Mustafa ARMAGAN
Tam tersi de olabilirdi ve Şehzade Mustafa Türbesi’nin önüne şiş gözlerle gelenler Mahıdevran yerine Hürrem’e, Mustafa yerine Bayezid ve erkek kardeşlerine ağlıyor olabilirlerdi. Bu bir iktidar mücadelesiydi ve bir cihan devletinde yaşanıyordu.
Geçtiğimiz perşembe günü Bursa’daydım. Muradiye’de gencinden yaşlısına Şehzade Mustafa’nın türbesine tuhaf bir akın vardı. Akşam seyrettikleri idam sahnesinden gözleri şişmiş hanımlar ve kızlar, asırlar sonra olsun bu bahtsız şehzadeye bir Fatiha okumaya koşuyorlardı.
Türbe restorasyona alınmıştı. Kapısı kontrplakla kapalıydı.
Lakin kimin umurunda? Önünde cep telefonuyla bir hatıra resmi çektirmek yetiyor da artıyordu bile insanımıza. Tabii şişirile pişirile çekilmiş bol hırıltılı idam sahnesinin etkisi gözleriyle türbe arasında asılı kalıyordu. Türbeye bakarken onu görüyorlardı.
Peki Mustafa’nın idamı sırasındaki olaylar dizideki gibi mi cereyan etmişti?

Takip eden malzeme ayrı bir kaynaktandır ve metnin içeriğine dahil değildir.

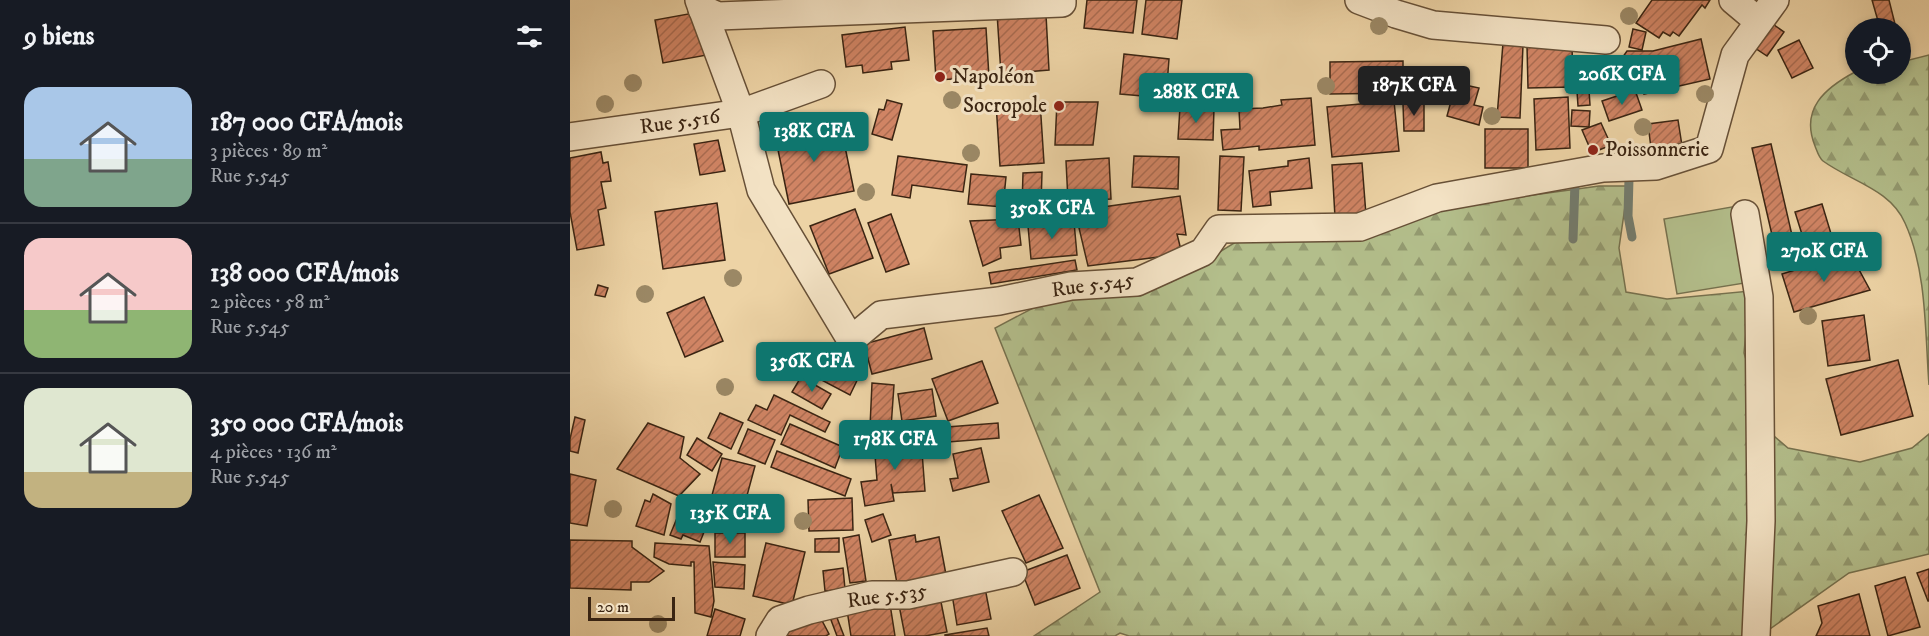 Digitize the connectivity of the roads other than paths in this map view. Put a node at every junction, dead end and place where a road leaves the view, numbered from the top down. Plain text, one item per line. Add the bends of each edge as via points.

Batılı kaynaklar ile tarihçi Müneccimbaşı, Kanuni’yi o çadırda gösterseler de, güvenlik bakımından ve faciaya şahit olmamak için Kanuni’nin diğer oğullarıyla birlikte uzaktaki bir çadıra geçtiğini düşünmek daha doğru olur. Belki Mustafa’nın babasının otağın 4. bölümünde olduğunu düşünüp oraya iltica etmeye kalkmasından kaynaklanmış olabilir bu algı. Fakat içeriye girebilseydi de babasını orada bulamayacaktı. (bkz. Danişmend, II, 284.)
1) Kaynaklarımızın verdiği bilgilere göre Şehzade Mustafa içeriye girdiğinde çadır boştu ve bu yüzden telaşlanmış ve tuzağa düşürüldüğünü anlamıştı. Babasıyla da asla bir görüşmesi olmamıştı. Fakat dizide babası “tefhim”de bile bulunuyor, yani kararı yüzüne okuyor.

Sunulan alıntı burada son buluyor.